YOUR TASK — Give only the number of lines in the data that contain the word "Petrapole".

RECORDS PROVIDED —
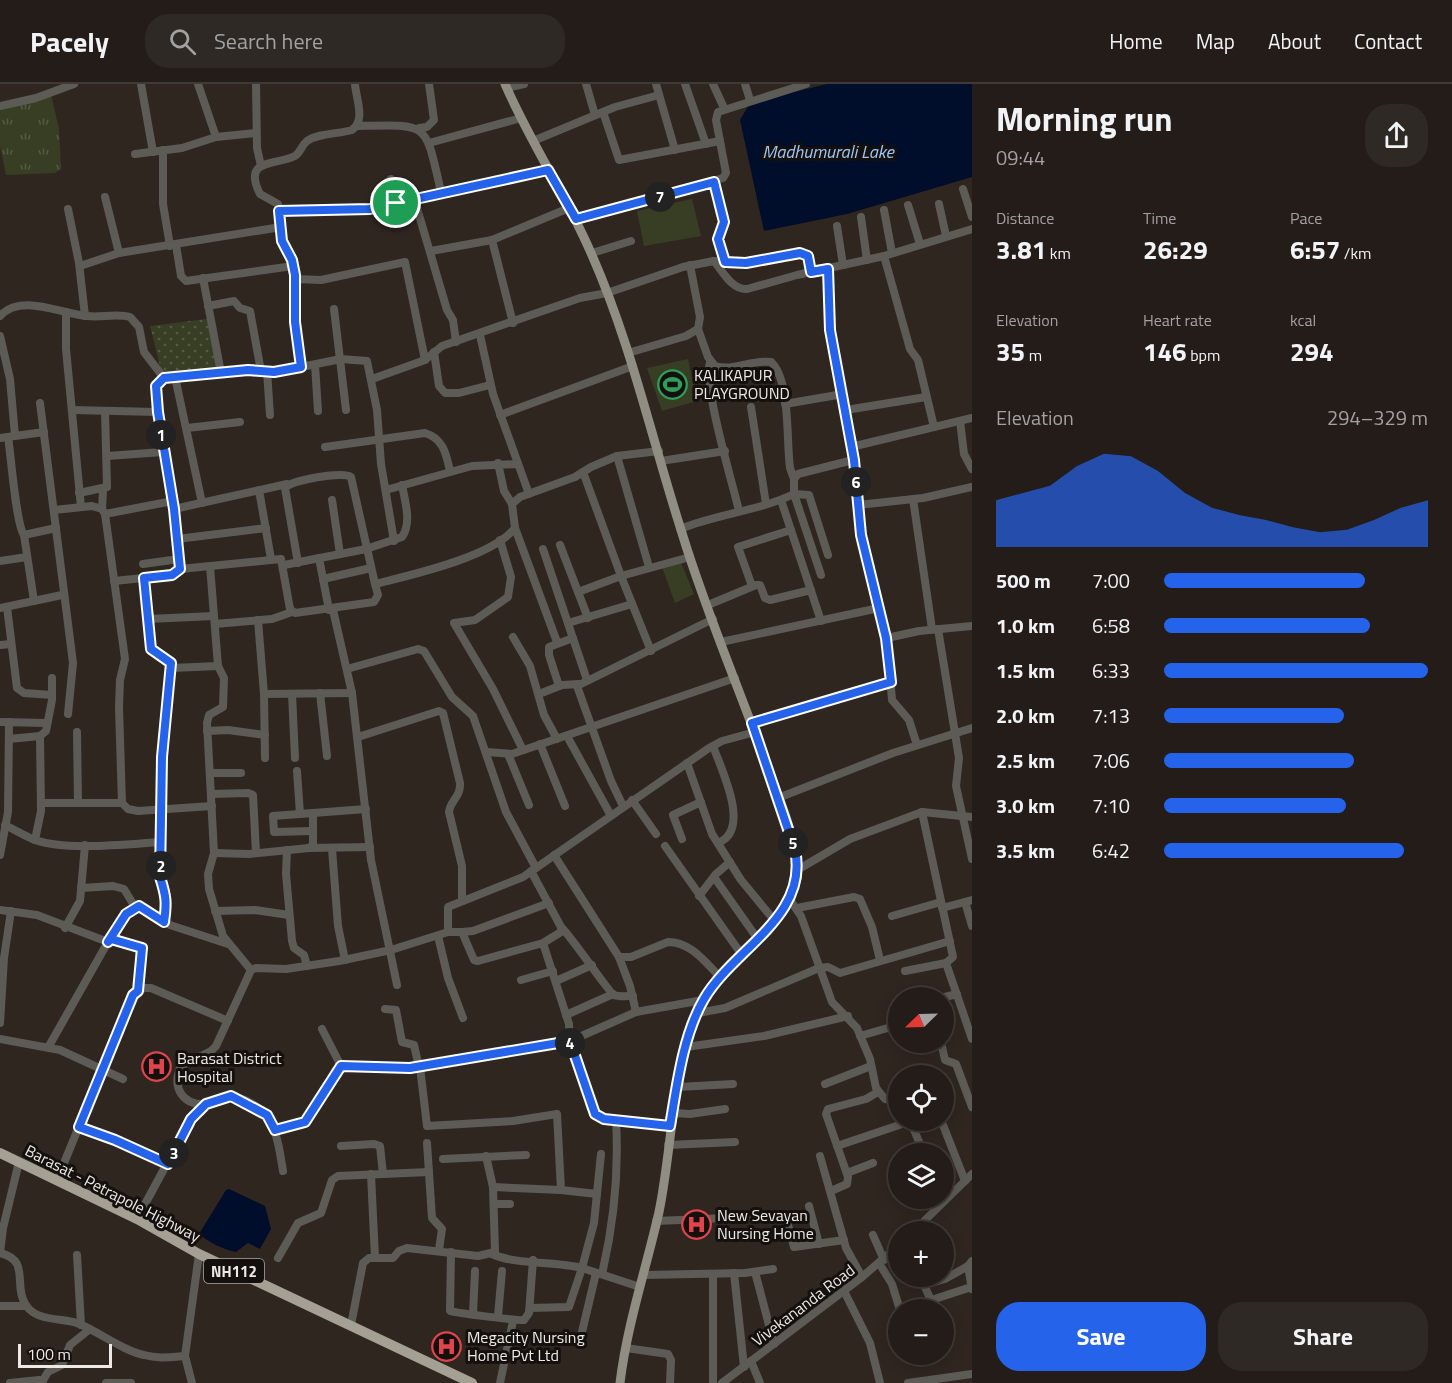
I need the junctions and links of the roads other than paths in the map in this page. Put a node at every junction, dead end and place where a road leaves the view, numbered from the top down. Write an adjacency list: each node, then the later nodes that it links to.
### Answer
1 (74, 84): 15 (street)
2 (141, 84): 33 (street)
3 (198, 84): 26 (street)
4 (256, 84): 25 (street)
5 (354, 84): 23 (street)
6 (429, 84): 24 (street)
7 (524, 84): 14 (street)
8 (586, 84): 21 (street)
9 (656, 84): 17 (street)
10 (686, 84): 30 (street)
11 (713, 84): 20 (street)
12 (745, 84): 18 (street)
13 (806, 84): 16 (street)
14 (506, 86): 22 (main road)
15 (51, 88): 19 (street)
16 (778, 88): 18 (street)
17 (659, 95): 21 (street); 32 (street)
18 (750, 100): 20 (street)
19 (0, 106)
20 (724, 108): 28 (street)
21 (599, 113): 27 (street); 32 (street)
22 (521, 118): 27 (main road); 29 (street)
23 (358, 126): 24 (street); 35 (street)
24 (419, 128): 29 (street)
25 (256, 133): 26 (street); 35 (street)
26 (216, 137): 31 (street)
27 (533, 141): 36 (main road)
28 (720, 141): 30 (street); 38 (street)
29 (429, 143): 40 (street)
30 (706, 144): 32 (street)
31 (163, 150): 33 (street); 60 (street)
32 (675, 150)
33 (153, 152): 34 (street)
34 (135, 154)
35 (261, 165): 49 (street)
36 (548, 170): 40 (street); 46 (main road)
37 (391, 179): 43 (street)
38 (714, 182): 52 (street); 67 (street)
39 (963, 189): 51 (street)
40 (441, 192): 42 (street)
41 (105, 197): 62 (street)
42 (414, 198): 43 (street); 61 (street)
43 (396, 203): 49 (street)
44 (939, 204): 56 (street)
45 (908, 205): 59 (street)
46 (569, 208): 52 (main road); 57 (street)
47 (68, 209): 70 (street)
48 (884, 210): 64 (street)
49 (279, 211): 54 (street)
50 (861, 217): 65 (street)
51 (972, 217)
52 (576, 219): 63 (main road)
53 (837, 226): 69 (street)
54 (281, 228): 60 (street); 71 (street)
55 (972, 229): 56 (street)
56 (946, 236): 59 (street)
57 (492, 240): 61 (street); 82 (street)
58 (631, 241): 63 (street)
59 (920, 244): 64 (street)
60 (173, 245): 62 (street); 74 (street)
61 (431, 251): 86 (street)
62 (119, 253): 70 (street)
63 (592, 253): 76 (main road)
64 (888, 255): 65 (street); 102 (street)
65 (867, 260): 69 (street)
66 (714, 261): 67 (street); 68 (street); 73 (street)
67 (725, 262): 73 (street)
68 (690, 265): 76 (street); 83 (street)
69 (843, 265): 72 (street)
70 (80, 266): 81 (street)
71 (293, 266): 74 (street); 75 (street)
72 (828, 269): 73 (street); 101 (street)
73 (811, 272)
74 (203, 278): 77 (street)
75 (295, 279): 90 (street); 94 (street)
76 (607, 293): 82 (street); 88 (main road)
77 (208, 306): 95 (street); 96 (street)
78 (334, 309): 89 (street)
79 (66, 312): 80 (street); 81 (street); 106 (street)
80 (0, 316)
81 (85, 316): 97 (street)
82 (513, 323): 84 (street)
83 (698, 329): 88 (street); 91 (street)
84 (480, 335): 86 (street); 100 (street)
85 (0, 336): 120 (street)
86 (456, 342): 87 (street)
87 (434, 352): 90 (street); 100 (street)
88 (628, 353): 93 (main road)
89 (341, 359): 92 (street); 99 (street); 107 (street)
90 (425, 360): 99 (street)
91 (711, 362): 104 (street); 125 (street)
92 (315, 365): 94 (street); 110 (street)
93 (633, 366): 113 (street); 124 (main road)
94 (301, 367): 95 (street)
95 (264, 371): 96 (street); 112 (street)
96 (221, 373): 98 (street)
97 (164, 378): 98 (street); 111 (street)
98 (175, 378): 118 (street)
99 (372, 379): 121 (street)
100 (490, 385): 113 (street)
101 (843, 394): 104 (street); 108 (street)
102 (926, 397): 108 (street); 117 (street)
103 (40, 403): 119 (street)
104 (785, 404): 136 (street)
105 (751, 407): 151 (street)
106 (72, 410): 109 (street); 143 (street)
107 (346, 410)
108 (846, 410): 123 (street)
109 (105, 411): 111 (street); 127 (street)
110 (318, 411)
111 (158, 412): 126 (street)
112 (270, 415)
113 (500, 415): 132 (street)
114 (972, 418): 115 (street)
115 (960, 421): 117 (street); 133 (street)
116 (240, 422): 118 (street)
117 (934, 427): 123 (street)
118 (187, 428): 149 (street)
119 (44, 432): 120 (street); 155 (street)
120 (8, 437): 163 (street)
121 (380, 440): 122 (street); 134 (street); 142 (street)
122 (325, 447)
123 (851, 447): 129 (street)
124 (659, 451): 128 (street); 130 (main road)
125 (725, 451): 130 (street); 157 (street)
126 (163, 452): 127 (street); 152 (street)
127 (107, 456): 140 (street)
128 (617, 456): 135 (street); 184 (street)
129 (854, 460): 136 (street); 153 (street)
130 (661, 461): 161 (main road)
131 (498, 463): 132 (street); 134 (street); 150 (street)
132 (517, 464): 144 (street)
133 (972, 469)
134 (450, 471): 138 (street)
135 (583, 472): 144 (street); 188 (street)
136 (794, 480): 145 (street)
137 (287, 484): 141 (street); 170 (street); 180 (street)
138 (402, 485): 142 (street); 166 (street)
139 (972, 487): 146 (street)
140 (103, 490): 143 (street); 156 (street)
141 (259, 490): 149 (street); 159 (street)
142 (386, 490): 166 (street)
143 (79, 493): 154 (street)
144 (529, 494): 150 (street)
145 (794, 494): 148 (street); 167 (street); 168 (street)
146 (913, 499): 153 (street); 212 (street)
147 (332, 500): 172 (street)
148 (781, 500): 151 (street); 162 (street)
149 (202, 503): 152 (street)
150 (512, 504): 160 (street)
151 (766, 504): 157 (street)
152 (174, 505): 156 (street); 164 (street)
153 (858, 505): 201 (street)
154 (81, 507): 155 (street); 156 (street)
155 (54, 510): 158 (street)
156 (103, 511): 191 (street)
157 (740, 511): 161 (street)
158 (56, 528): 163 (street); 196 (street)
159 (266, 528): 164 (street); 178 (street)
160 (515, 528): 165 (street); 216 (street)
161 (680, 529): 175 (main road)
162 (791, 530): 193 (street); 194 (street)
163 (24, 535): 174 (street)
164 (177, 539): 177 (street)
165 (500, 540): 192 (street); 254 (street)
166 (394, 541): 170 (street)
167 (824, 541): 168 (street); 173 (street)
168 (810, 544): 187 (street)
169 (560, 545): 195 (street)
170 (366, 549): 172 (street); 185 (street)
171 (543, 549): 210 (street)
172 (340, 554): 176 (street)
173 (828, 555)
174 (27, 557): 179 (street); 197 (street)
175 (690, 557): 184 (street); 199 (main road)
176 (319, 558): 180 (street); 190 (street)
177 (179, 559): 181 (street); 186 (street)
178 (271, 559): 182 (street); 183 (street)
179 (0, 561)
180 (298, 563): 182 (street)
181 (143, 564)
182 (284, 565): 203 (street)
183 (210, 566): 186 (street); 207 (street)
184 (649, 567): 188 (street)
185 (371, 568): 190 (street); 192 (street)
186 (180, 569): 189 (street)
187 (821, 575)
188 (621, 576): 195 (street); 198 (street)
189 (144, 578): 191 (street); 205 (street)
190 (323, 579): 202 (street)
191 (114, 581): 270 (street)
192 (375, 584): 202 (street)
193 (752, 586): 194 (street); 199 (street)
194 (810, 590): 209 (street)
195 (578, 592): 204 (street)
196 (62, 595): 197 (street); 236 (street)
197 (34, 601): 200 (street)
198 (632, 604): 204 (street); 220 (street)
199 (708, 605): 206 (main road)
200 (3, 608): 218 (street)
201 (879, 608): 209 (street); 215 (street)
202 (331, 610): 203 (street); 223 (street)
203 (292, 612): 208 (street)
204 (588, 618): 210 (street)
205 (148, 619): 207 (street); 222 (street)
206 (713, 619): 217 (main road); 220 (street)
207 (214, 620): 208 (street); 221 (street)
208 (258, 620): 232 (street)
209 (821, 621): 217 (street)
210 (568, 623): 214 (street)
211 (972, 626): 212 (street)
212 (935, 629): 215 (street); 244 (street)
213 (513, 637): 234 (street)
214 (573, 638): 216 (street); 226 (street)
215 (886, 638): 227 (street)
216 (557, 642): 229 (street)
217 (721, 642): 225 (main road)
218 (10, 644): 219 (street); 235 (street)
219 (0, 645)
220 (651, 651): 226 (street)
221 (218, 666): 222 (street); 242 (street)
222 (172, 668): 275 (street)
223 (347, 669): 231 (street); 255 (street)
224 (52, 678): 235 (street)
225 (735, 678): 239 (street); 240 (main road)
226 (587, 680): 228 (street)
227 (891, 682): 240 (street); 252 (street)
228 (579, 684): 229 (street); 239 (street)
229 (559, 686): 234 (street)
230 (320, 693): 231 (street); 233 (street); 257 (street)
231 (352, 693): 248 (street)
232 (264, 694): 233 (street); 245 (street)
233 (292, 694): 259 (street)
234 (539, 694): 250 (street)
235 (52, 695): 237 (street)
236 (68, 714)
237 (49, 717): 238 (street); 246 (street)
238 (4, 722): 249 (street)
239 (592, 728): 247 (street); 274 (street)
240 (754, 728): 253 (street); 265 (main road)
241 (972, 728): 244 (street)
242 (207, 730): 245 (street); 262 (street)
243 (77, 732): 269 (street)
244 (954, 732): 252 (street); 281 (street)
245 (265, 735): 258 (street)
246 (40, 736): 249 (street); 268 (street)
247 (567, 736): 250 (street); 280 (street)
248 (358, 737): 276 (street); 308 (street)
249 (9, 739): 283 (street)
250 (557, 739): 251 (street)
251 (540, 744): 254 (street); 273 (street)
252 (917, 745): 265 (street)
253 (713, 746): 260 (street); 291 (street)
254 (523, 750): 256 (street)
255 (487, 752): 256 (street); 303 (street)
256 (508, 754): 271 (street)
257 (327, 756)
258 (265, 758)
259 (295, 758)
260 (687, 763): 266 (street); 267 (street)
261 (297, 771): 279 (street)
262 (210, 773): 263 (street); 264 (street)
263 (241, 773)
264 (211, 794): 272 (street); 297 (street)
265 (778, 798): 302 (main road)
266 (632, 800): 274 (street); 285 (street)
267 (701, 802): 286 (street); 291 (street)
268 (42, 803): 269 (street); 287 (street)
269 (78, 803): 270 (street)
270 (122, 803): 275 (street)
271 (529, 805)
272 (212, 806): 275 (street); 296 (street)
273 (565, 806)
274 (623, 806): 280 (street)
275 (162, 809): 288 (street)
276 (366, 809): 278 (street); 292 (street)
277 (922, 812): 281 (street); 302 (street); 311 (street)
278 (313, 813): 279 (street); 284 (street)
279 (300, 814): 284 (street)
280 (610, 814): 299 (street)
281 (963, 815): 282 (street); 300 (street)
282 (972, 817)
283 (5, 825): 287 (street); 298 (street)
284 (312, 831): 293 (street)
285 (656, 834)
286 (682, 839)
287 (35, 840): 289 (street)
288 (161, 842): 289 (street); 320 (street)
289 (85, 845): 305 (street)
290 (665, 846): 306 (street)
291 (721, 846): 301 (street)
292 (370, 847): 294 (street); 332 (street)
293 (309, 848): 294 (street); 295 (street)
294 (332, 849): 335 (street)
295 (287, 850): 297 (street); 317 (street)
296 (214, 853): 297 (street); 316 (street)
297 (256, 853)
298 (0, 855)
299 (554, 855): 303 (street); 334 (street)
300 (972, 859)
301 (730, 862): 304 (street); 319 (street)
302 (799, 869): 307 (main road)
303 (533, 870): 308 (street); 310 (street)
304 (714, 877): 306 (street); 327 (street)
305 (81, 888): 312 (street); 322 (street)
306 (699, 896): 333 (street)
307 (790, 900): 313 (street); 319 (main road)
308 (462, 901): 324 (street)
309 (968, 901): 311 (street); 321 (street)
310 (549, 903): 323 (street); 325 (street)
311 (941, 905): 318 (street); 328 (street)
312 (135, 907): 320 (street); 329 (street)
313 (797, 908): 336 (street); 340 (street)
314 (0, 910): 315 (street)
315 (11, 911): 322 (street); 361 (street)
316 (215, 911): 317 (street); 331 (street)
317 (289, 915): 339 (street)
318 (892, 916)
319 (774, 920): 327 (main road)
320 (164, 922): 331 (street)
321 (972, 926)
322 (65, 927): 329 (street)
323 (561, 927): 330 (street); 338 (street)
324 (448, 932): 325 (street); 326 (street)
325 (462, 932): 330 (street)
326 (438, 936): 332 (street); 359 (street)
327 (758, 938): 333 (main road)
328 (950, 941): 336 (street); 337 (street)
329 (108, 942): 348 (street); 368 (street)
330 (543, 943): 342 (street)
331 (228, 944): 341 (street)
332 (391, 950): 335 (street); 347 (street)
333 (742, 955): 344 (main road)
334 (619, 957): 344 (street); 352 (street)
335 (345, 960): 339 (street)
336 (880, 960): 340 (street)
337 (946, 963): 343 (street); 350 (street)
338 (592, 965): 346 (street); 349 (street)
339 (307, 966): 341 (street)
340 (819, 969): 356 (street); 358 (street)
341 (251, 970): 360 (street)
342 (553, 971): 345 (street); 346 (street)
343 (904, 971)
344 (720, 977): 353 (main road)
345 (521, 980)
346 (556, 981): 357 (street)
347 (398, 985)
348 (138, 991): 360 (street); 374 (street)
349 (613, 994): 352 (street); 357 (street)
350 (957, 994): 351 (street); 366 (street)
351 (954, 995)
352 (633, 996): 355 (street)
353 (703, 1000): 355 (street); 356 (main road)
354 (385, 1010): 373 (street)
355 (636, 1012): 367 (street)
356 (698, 1013): 369 (main road)
357 (566, 1015): 367 (street)
358 (848, 1016): 364 (street); 369 (street)
359 (463, 1018)
360 (228, 1021): 381 (street)
361 (0, 1023)
362 (888, 1028): 364 (street)
363 (322, 1029): 371 (street)
364 (861, 1036): 372 (street)
365 (0, 1039): 368 (street)
366 (972, 1039)
367 (570, 1041): 373 (street); 385 (street)
368 (50, 1046): 374 (street)
369 (686, 1047): 378 (main road)
370 (943, 1053): 382 (street)
371 (341, 1066): 373 (street); 389 (street)
372 (871, 1066): 377 (street); 379 (street)
373 (420, 1067): 414 (street)
374 (104, 1070): 375 (street); 387 (street)
375 (123, 1079)
376 (733, 1084): 378 (street)
377 (825, 1084)
378 (678, 1087): 384 (main road)
379 (878, 1092): 380 (street); 395 (street)
380 (888, 1100)
381 (206, 1104): 389 (street); 404 (street)
382 (972, 1107)
383 (725, 1109): 384 (street)
384 (673, 1113): 386 (main road)
385 (616, 1120): 386 (street); 449 (street)
386 (670, 1126): 393 (main road)
387 (79, 1127): 404 (street); 411 (street)
388 (888, 1129): 395 (street)
389 (275, 1130): 405 (street)
390 (945, 1131): 412 (street)
391 (735, 1142): 393 (street)
392 (427, 1143): 406 (street)
393 (668, 1144): 424 (main road)
394 (341, 1146): 409 (street)
395 (837, 1146): 407 (street)
396 (0, 1153): 402 (highway, Barasat - Petrapole Highway / NH112)
397 (601, 1154): 417 (street)
398 (526, 1155): 399 (street)
399 (486, 1156): 401 (street); 413 (street)
400 (820, 1156): 416 (street)
401 (443, 1159)
402 (19, 1162): 411 (highway, Barasat - Petrapole Highway / NH112); 432 (street)
403 (873, 1163): 407 (street)
404 (168, 1164): 423 (street)
405 (283, 1171)
406 (429, 1172): 409 (street); 430 (street)
407 (847, 1173): 416 (street)
408 (371, 1174): 409 (street); 437 (street); 438 (street)
409 (383, 1174)
410 (972, 1174): 412 (street)
411 (57, 1180): 423 (highway, Barasat - Petrapole Highway / NH112)
412 (965, 1181): 415 (street)
413 (493, 1187): 414 (street); 418 (street)
414 (561, 1190): 417 (street)
415 (954, 1190)
416 (831, 1191): 428 (street)
417 (597, 1194): 442 (street)
418 (494, 1204): 419 (street); 434 (street)
419 (510, 1204)
420 (809, 1206): 429 (street)
421 (936, 1209): 426 (street)
422 (749, 1217): 424 (street)
423 (137, 1219): 433 (highway, Barasat - Petrapole Highway / NH112)
424 (656, 1221): 451 (main road)
425 (787, 1221): 429 (street)
426 (926, 1221)
427 (873, 1234): 440 (street)
428 (844, 1240): 429 (street); 452 (street)
429 (819, 1244)
430 (439, 1250): 431 (street); 438 (street)
431 (451, 1252): 434 (street); 462 (street)
432 (0, 1253): 460 (street)
433 (199, 1254): 466 (highway, Barasat - Petrapole Highway / NH112); 471 (street)
434 (492, 1254): 439 (street)
435 (77, 1255): 465 (street)
436 (888, 1255): 440 (street, Vivekananda Road)
437 (278, 1258)
438 (375, 1258): 466 (street)
439 (533, 1260): 442 (street); 461 (street)
440 (881, 1261): 452 (street, Vivekananda Road); 458 (street)
441 (970, 1263): 447 (street); 455 (street)
442 (582, 1268): 449 (street); 461 (street)
443 (773, 1269): 446 (street)
444 (475, 1270): 462 (street)
445 (502, 1271): 463 (street)
446 (755, 1272): 448 (street); 469 (street)
447 (954, 1272)
448 (734, 1273): 450 (street); 473 (street)
449 (599, 1274): 453 (street); 468 (street)
450 (714, 1274): 451 (street); 485 (street)
451 (643, 1275): 453 (main road)
452 (862, 1277): 456 (street, Vivekananda Road)
453 (640, 1287): 470 (main road)
454 (925, 1287): 457 (street)
455 (971, 1289): 457 (street)
456 (844, 1291): 469 (street, Vivekananda Road); 488 (street)
457 (930, 1298)
458 (897, 1299)
459 (0, 1306): 460 (street)
460 (26, 1306): 465 (street)
461 (530, 1308): 464 (street)
462 (473, 1314): 463 (street)
463 (498, 1316): 464 (street)
464 (513, 1321): 482 (street)
465 (81, 1325): 467 (street)
466 (351, 1325): 481 (highway, Barasat - Petrapole Highway / NH112)
467 (90, 1329): 471 (street); 476 (street)
468 (582, 1332)
469 (774, 1344): 472 (street, Vivekananda Road)
470 (626, 1348): 483 (main road); 484 (street)
471 (185, 1356): 480 (street)
472 (751, 1361): 473 (street, Vivekananda Road); 487 (street)
473 (744, 1366): 486 (street, Vivekananda Road)
474 (972, 1374): 475 (street)
475 (935, 1381): 489 (street)
476 (43, 1382): 477 (street)
477 (10, 1383)
478 (106, 1383): 479 (street)
479 (131, 1383)
480 (192, 1383)
481 (472, 1383)
482 (500, 1383)
483 (620, 1383)
484 (670, 1383)
485 (712, 1383)
486 (722, 1383)
487 (760, 1383)
488 (880, 1383)
489 (908, 1383)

RESULT OF THE TASK — 6